I’m taking the next step in my life and my relationship, and it is terrifying. We have different approaches to parenting. Neither of us are capable of recognizing in the moment when we are treating some of our kids by a different set of rules than others. Both of us are rooted in routine, but there is an underlying fear that those routines are so different and centered on different things (us vs. kids for starters) that it will create conflict. In short, I am terrified of the collision of these worlds resulting in major discomfort for a long time. As a result I am making everything leading up to the joining uncomfortable.
I think part of my fear is this idea of privilege. I feel like she thinks my kids have too much of it to the point of being spoiled, and I think that creates an inclination to want that to be reigned in. I respect that, but I don’t want that feeling to color the choices we make as we move forward. I don’t want them to have less just to experience having less–especially when it creates imbalance between all the kids.
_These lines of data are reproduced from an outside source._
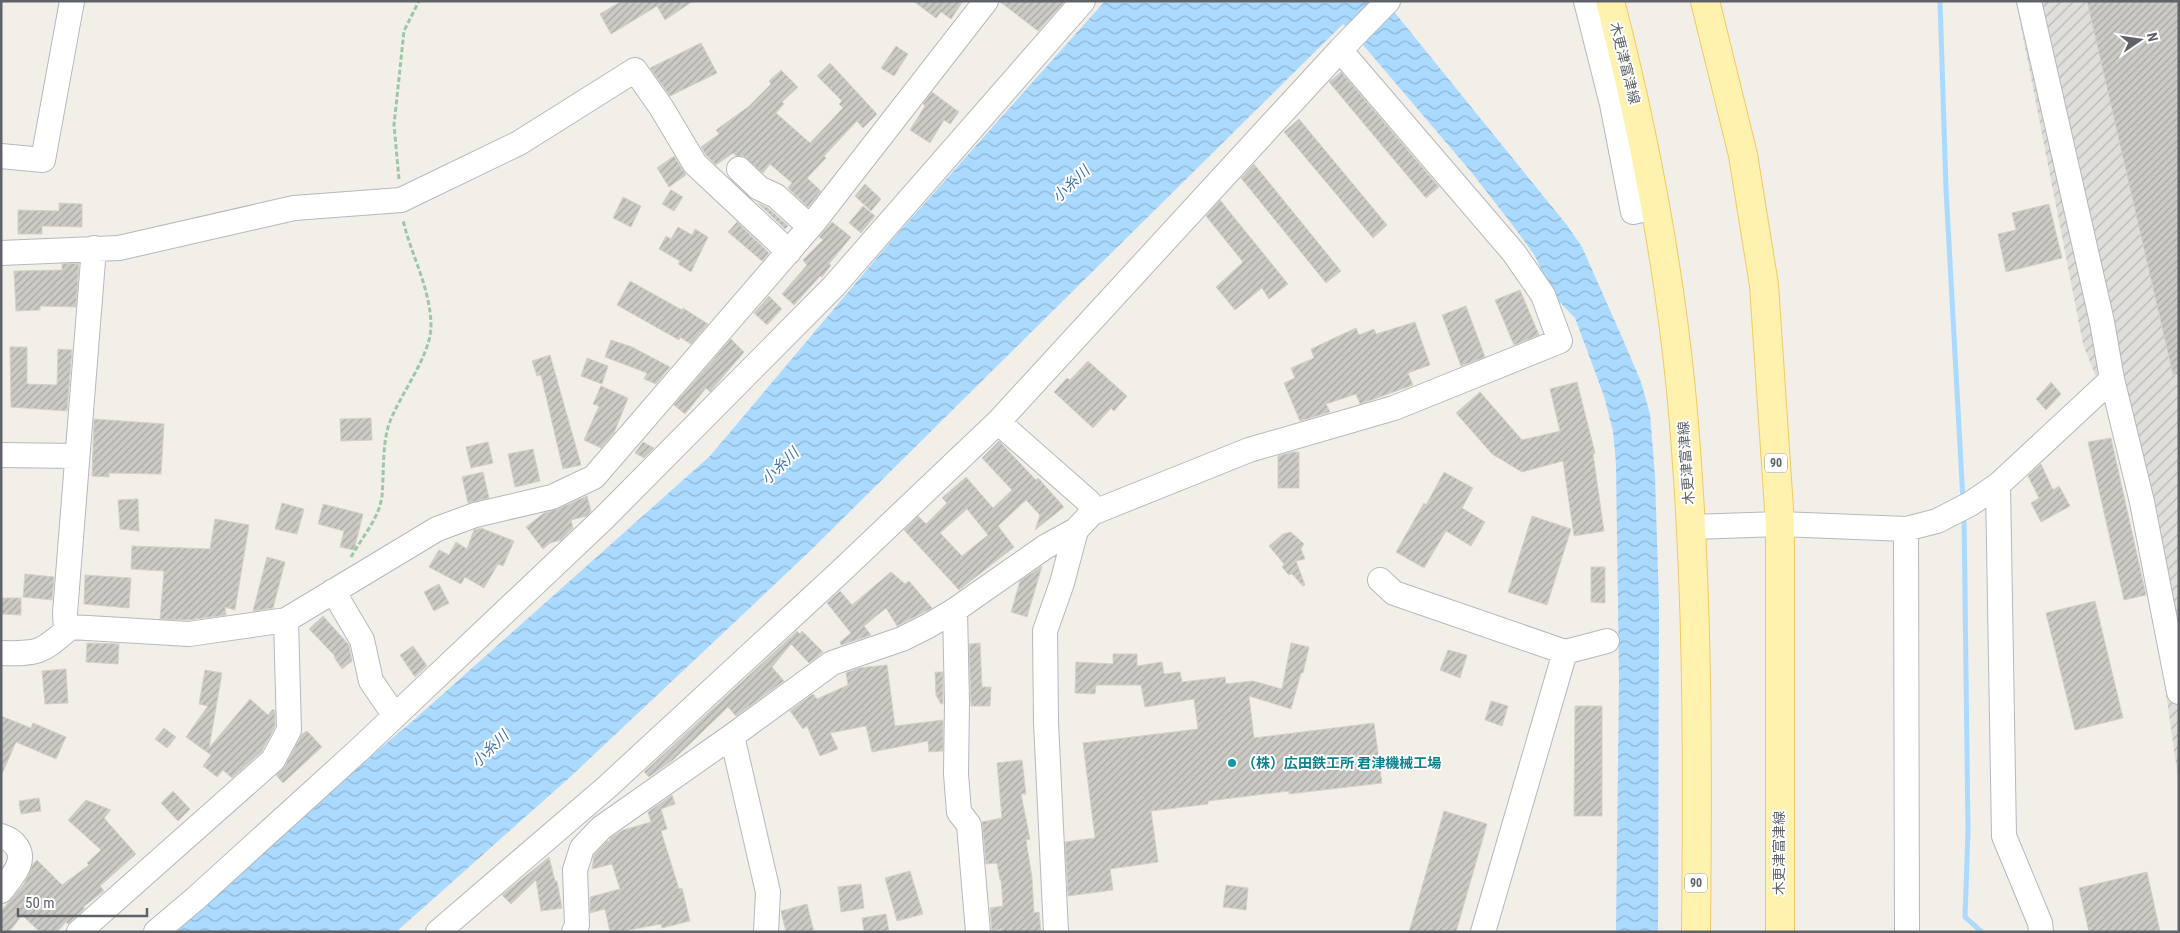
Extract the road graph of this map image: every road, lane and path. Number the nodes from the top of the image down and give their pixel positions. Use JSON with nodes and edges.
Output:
{"nodes":[{"id":1,"x":72,"y":1,"type":"edge"},
{"id":2,"x":418,"y":1,"type":"edge"},
{"id":3,"x":986,"y":1,"type":"edge"},
{"id":4,"x":1083,"y":1,"type":"edge"},
{"id":5,"x":1388,"y":1,"type":"edge"},
{"id":6,"x":1586,"y":1,"type":"edge"},
{"id":7,"x":1610,"y":1,"type":"edge"},
{"id":8,"x":1705,"y":1,"type":"edge"},
{"id":9,"x":2029,"y":1,"type":"edge"},
{"id":10,"x":1345,"y":44,"type":"junction"},
{"id":11,"x":1,"y":156,"type":"edge"},
{"id":12,"x":739,"y":169,"type":"dead end"},
{"id":13,"x":401,"y":200,"type":"junction"},
{"id":14,"x":1654,"y":207,"type":"junction"},
{"id":15,"x":810,"y":227,"type":"junction"},
{"id":16,"x":94,"y":248,"type":"junction"},
{"id":17,"x":789,"y":252,"type":"junction"},
{"id":18,"x":1,"y":253,"type":"edge"},
{"id":19,"x":2112,"y":379,"type":"junction"},
{"id":20,"x":998,"y":422,"type":"junction"},
{"id":21,"x":1,"y":455,"type":"edge"},
{"id":22,"x":77,"y":456,"type":"junction"},
{"id":23,"x":1998,"y":485,"type":"junction"},
{"id":24,"x":1092,"y":512,"type":"junction"},
{"id":25,"x":1780,"y":524,"type":"junction"},
{"id":26,"x":1691,"y":527,"type":"junction"},
{"id":27,"x":1906,"y":529,"type":"junction"},
{"id":28,"x":1076,"y":530,"type":"junction"},
{"id":29,"x":1380,"y":580,"type":"dead end"},
{"id":30,"x":341,"y":587,"type":"junction"},
{"id":31,"x":955,"y":610,"type":"junction"},
{"id":32,"x":286,"y":620,"type":"junction"},
{"id":33,"x":66,"y":631,"type":"junction"},
{"id":34,"x":1607,"y":641,"type":"dead end"},
{"id":35,"x":1565,"y":652,"type":"junction"},
{"id":36,"x":1,"y":653,"type":"edge"},
{"id":37,"x":2179,"y":692,"type":"edge"},
{"id":38,"x":395,"y":716,"type":"junction"},
{"id":39,"x":732,"y":736,"type":"junction"},
{"id":40,"x":1,"y":836,"type":"edge"},
{"id":41,"x":1,"y":891,"type":"edge"},
{"id":42,"x":79,"y":932,"type":"edge"},
{"id":43,"x":156,"y":932,"type":"edge"},
{"id":44,"x":438,"y":932,"type":"edge"},
{"id":45,"x":574,"y":932,"type":"edge"},
{"id":46,"x":766,"y":932,"type":"edge"},
{"id":47,"x":978,"y":932,"type":"edge"},
{"id":48,"x":1056,"y":932,"type":"edge"},
{"id":49,"x":1483,"y":932,"type":"edge"},
{"id":50,"x":1696,"y":932,"type":"edge"},
{"id":51,"x":1780,"y":932,"type":"edge"},
{"id":52,"x":1907,"y":932,"type":"edge"},
{"id":53,"x":2041,"y":932,"type":"edge"}],
"edges":[{"from":1,"to":11,"type":"street"},
{"from":2,"to":13,"type":"path"},
{"from":3,"to":15,"type":"street"},
{"from":4,"to":38,"type":"street"},
{"from":5,"to":10,"type":"street"},
{"from":6,"to":14,"type":"street"},
{"from":7,"to":14,"type":"main road","name":"木更津富津線","number":"90"},
{"from":8,"to":25,"type":"main road","name":"木更津富津線","number":"90"},
{"from":9,"to":19,"type":"street"},
{"from":10,"to":20,"type":"street"},
{"from":10,"to":24,"type":"street"},
{"from":12,"to":15,"type":"street"},
{"from":13,"to":16,"type":"street"},
{"from":13,"to":17,"type":"street"},
{"from":13,"to":30,"type":"path"},
{"from":14,"to":26,"type":"main road","name":"木更津富津線","number":"90"},
{"from":15,"to":17,"type":"street"},
{"from":16,"to":18,"type":"street"},
{"from":16,"to":22,"type":"street"},
{"from":17,"to":30,"type":"street"},
{"from":19,"to":23,"type":"street"},
{"from":19,"to":37,"type":"street"},
{"from":20,"to":24,"type":"street"},
{"from":20,"to":44,"type":"street"},
{"from":21,"to":22,"type":"street"},
{"from":22,"to":33,"type":"street"},
{"from":23,"to":27,"type":"street"},
{"from":23,"to":53,"type":"street"},
{"from":24,"to":28,"type":"street"},
{"from":25,"to":26,"type":"street"},
{"from":25,"to":27,"type":"street"},
{"from":25,"to":51,"type":"main road","name":"木更津富津線","number":"90"},
{"from":26,"to":50,"type":"main road","name":"木更津富津線","number":"90"},
{"from":27,"to":52,"type":"street"},
{"from":28,"to":31,"type":"street"},
{"from":28,"to":48,"type":"street"},
{"from":29,"to":35,"type":"street"},
{"from":30,"to":32,"type":"street"},
{"from":30,"to":38,"type":"street"},
{"from":31,"to":39,"type":"street"},
{"from":31,"to":47,"type":"street"},
{"from":32,"to":33,"type":"street"},
{"from":32,"to":42,"type":"street"},
{"from":33,"to":36,"type":"street"},
{"from":34,"to":35,"type":"street"},
{"from":35,"to":49,"type":"street"},
{"from":38,"to":43,"type":"street"},
{"from":39,"to":45,"type":"street"},
{"from":39,"to":46,"type":"street"},
{"from":40,"to":41,"type":"street"}]}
Moving forward means having more and more serious conversations and being open and honest about these feelings in a way that does not feel like an attack or feel like I am being offensive. I do not really know how to do that. I’m learning that about myself. I either say things in a way that sounds like i’m counseling or I say things bluntly and offense is taken. I don’t know the path to middle ground.
Younger me would be neck deep in books on the subject by now. Older me is apparently too lazy to think about that without some deeper reflection of the ten minute variety. So, I’ve come to this at long last. I have more to learn about relationships. Hopefully I can figure things out before I ruin this one again.